3. L'inferno dei Balcani.
Dopo la disgraziata campagna di Grecia e l'inseguimento della vittoriosa avanzata tedesca per tutta la penisola balcanica, le truppe italiane di occupazione pensavano che quello sarebbe stato un fronte tranquillo. Lontani dalle roventi pietraie libiche e dalle sconfinate steppe russe, li sarebbe stato possibile godere la quiete di una retrovia. Anche i carabinieri per quanto impegnati a creare la loro rete di stazioni e tenenze, svolgendo i loro compiti d'istituto, non si immaginavano che cosa sarebbe capitato nel giro di pochi mesi. Una parte della Slovenia (Lubiana) venne occupata e annessa all'Italia; in Croazia i tedeschi appoggiarono la creazione di un regno, destinato ad Aimone di Savoia, ma che in pratica era nelle mani del poglavnik (duce) Ante Pavelic; la Serbia era ridotta ad un protettorato guidato dal generale Nedic; alcune zone limitrofe erano occupate dagli alleati ungheresi.
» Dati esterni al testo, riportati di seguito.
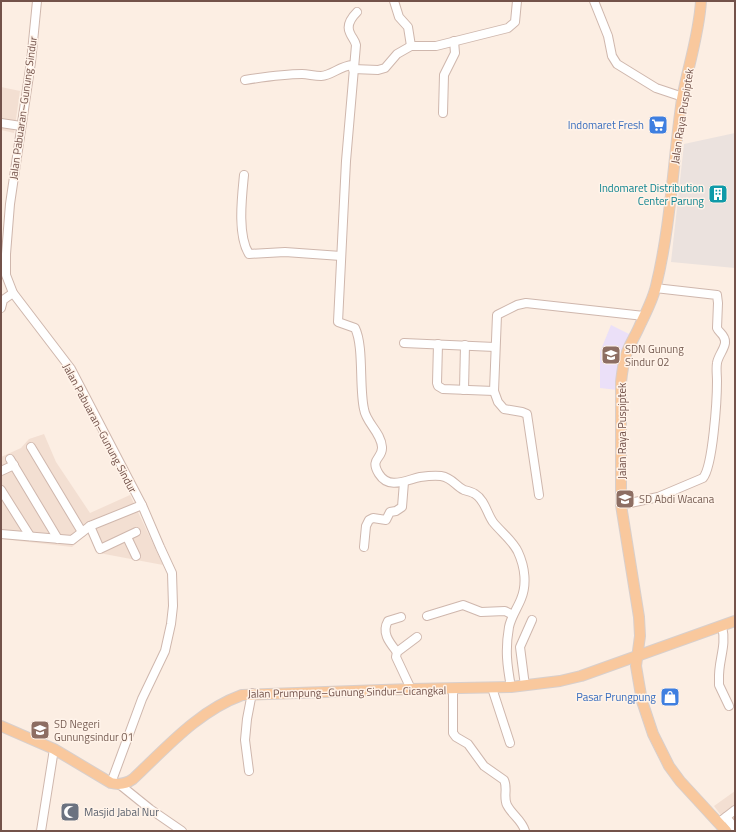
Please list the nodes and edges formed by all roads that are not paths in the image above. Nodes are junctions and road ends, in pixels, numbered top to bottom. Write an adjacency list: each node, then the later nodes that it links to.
1 (37, 1): 14 (street, Jalan Pabuaran–Gunung Sindur)
2 (394, 1): 8 (street)
3 (517, 1): 7 (street)
4 (594, 1): 11 (street)
5 (701, 1): 11 (main road, Jalan Raya Puspiptek)
6 (357, 12): 9 (street)
7 (454, 41): 8 (street); 12 (street)
8 (411, 46): 9 (street)
9 (353, 67): 10 (street); 16 (street)
10 (245, 80)
11 (683, 97): 17 (main road, Jalan Raya Puspiptek)
12 (443, 113)
13 (1, 123): 14 (street)
14 (21, 126): 18 (street, Jalan Pabuaran–Gunung Sindur)
15 (244, 175): 16 (street)
16 (341, 256): 29 (street)
17 (655, 288): 20 (main road, Jalan Raya Puspiptek); 32 (street)
18 (14, 293): 19 (street); 33 (street, Jalan Pabuaran–Gunung Sindur)
19 (1, 308)
20 (644, 316): 24 (street); 32 (main road, Jalan Raya Puspiptek)
21 (404, 343): 22 (street)
22 (438, 344): 23 (street); 25 (street)
23 (465, 345): 24 (street); 25 (street)
24 (495, 347): 26 (street)
25 (464, 390): 26 (street)
26 (494, 391): 31 (street)
27 (31, 447): 35 (street)
28 (1, 471): 40 (street)
29 (404, 482): 41 (street); 43 (street)
30 (1, 490): 38 (street)
31 (539, 495)
32 (621, 504): 51 (main road, Jalan Raya Puspiptek)
33 (142, 505): 34 (street); 63 (street, Jalan Pabuaran–Gunung Sindur)
34 (90, 526): 35 (street); 39 (street)
35 (82, 532): 40 (street)
36 (136, 532): 39 (street)
37 (1, 534): 38 (street)
38 (30, 536): 40 (street)
39 (127, 537): 42 (street)
40 (58, 539)
41 (364, 547)
42 (136, 556)
43 (513, 615): 44 (street); 53 (street)
44 (427, 616)
45 (401, 617): 50 (street)
46 (532, 620): 52 (street)
47 (735, 621): 48 (main road, Jalan Prumpung–Gunung Sindur–Cicangkal)
48 (722, 626): 51 (main road, Jalan Prumpung–Gunung Sindur–Cicangkal); 58 (street)
49 (417, 637): 50 (street)
50 (398, 652): 55 (street)
51 (638, 654): 52 (main road, Jalan Prumpung–Gunung Sindur–Cicangkal); 65 (main road, Jalan Raya Puspiptek)
52 (525, 686): 53 (main road, Jalan Prumpung–Gunung Sindur–Cicangkal)
53 (511, 687): 54 (main road, Jalan Prumpung–Gunung Sindur–Cicangkal)
54 (492, 688): 56 (main road, Jalan Prumpung–Gunung Sindur–Cicangkal); 60 (street)
55 (411, 689): 56 (main road, Jalan Prumpung–Gunung Sindur–Cicangkal); 57 (main road, Jalan Prumpung–Gunung Sindur–Cicangkal)
56 (453, 689): 69 (street)
57 (252, 693): 62 (street); 63 (main road, Jalan Prumpung–Gunung Sindur–Cicangkal)
58 (729, 706)
59 (1, 726): 61 (main road)
60 (510, 743)
61 (54, 749): 63 (main road); 67 (street)
62 (249, 771)
63 (115, 784): 68 (street)
64 (735, 810): 65 (street)
65 (722, 819): 66 (street); 70 (main road, Jalan Raya Puspiptek)
66 (735, 828)
67 (41, 831)
68 (182, 831)
69 (525, 831)
70 (726, 831)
La Jugoslavia, considerata un'artificiale creazione della pace di Versailles, sembrava traumatizzata dalla sconfitta, ma nei boschi si nascondevano uomini armati che stavano organizzando la resistenza. Molti erano ufficiali e sbandati dell'esercito iugoslavo. In maggioranza serbi, orgogliosi della loro nazione, niente affatto disposti ad accettare passivamente il crollo della loro patria e pronti a lottare contro gli invasori perché il re potesse fare ritorno dal suo esilio londinese. Molti avevano scelto la guerriglia, il sabotaggio, le imboscate di cui furono spesso vittima i nostri soldati: ruote sgonfie, motori mal riparati, fili della luce e del telegrafo tagliati, binari divelti. Quando i carabinieri trovarono le prime sentinelle sgozzate a tradimento fu chiaro per tutti che quei luoghi erano l'anticamera dell'inferno. Da allora in poi le placide cittadine slovene, i pittoreschi paesaggi croati, i folti boschi della Bosnia, le piane della Serbia, i monti macedoni ed albanesi si trasformarono in zone inospitali nei quali la morte era in agguato continuo. Alla guerriglia serba, bosniaca, slovena, reagirono con grande durezza i tedeschi e gli ustascia croati: i primi erano addestrati alla controguerriglia; i secondi erano appena riusciti a realizzare, con l'aiuto dei nazisti, il sogno della grande Croazia e non intendevano davvero arrendersi ai loro nemici mortali, comunisti o filomonarchici che fossero.
Partigiani ovunque.
In Grecia i rapporti con la popolazione locale erano progressivamente migliorati. Inizialmente i greci avevano diviso i loro sentimenti nei confronti delle truppe dell'Asse, che avevano occupato il Paese, riservando ammirazione ai tedeschi, la cui avanzata era apparsa inarrestabile, e disprezzo agli italiani che avevano penato così tanto sui monti del Pindo. L'arroganza dei tedeschi e l'umanità degli italiani avevano mutato, in un secondo momento, l'atteggiamento della popolazione. Ma anche questa seconda fase fu presto superata. La guerra partigiana divise la Grecia fra collaborazionisti e patrioti, comunisti e filomonarchici, traditori ed eroi. Gli agguati si moltiplicarono, le strade diventarono insicure, nemmeno le caserme offrirono più un rifugio sicuro. Vi furono episodi sanguinari e vergognosi, con imboscate e rappresaglie incivili, senza più alcun rispetto umano. I prigionieri venivano spesso sottoposti a maltrattamenti e torture. I rastrellamenti si susseguivano senza sosta, e anche i carabinieri parteciparono a scontri durissimi. Molti pagarono con la vita la loro fedeltà alla consegna ed alla bandiera. Il carabiniere Rahaman Gjanaj cadde nel 1940 presso Scutari durante uno scontro con sei fuorilegge. Il suo collega Alfredo Gregori fu preso prigioniero a Veli-Dolac e passato per le armi perché non cantava con i partigiani (1941).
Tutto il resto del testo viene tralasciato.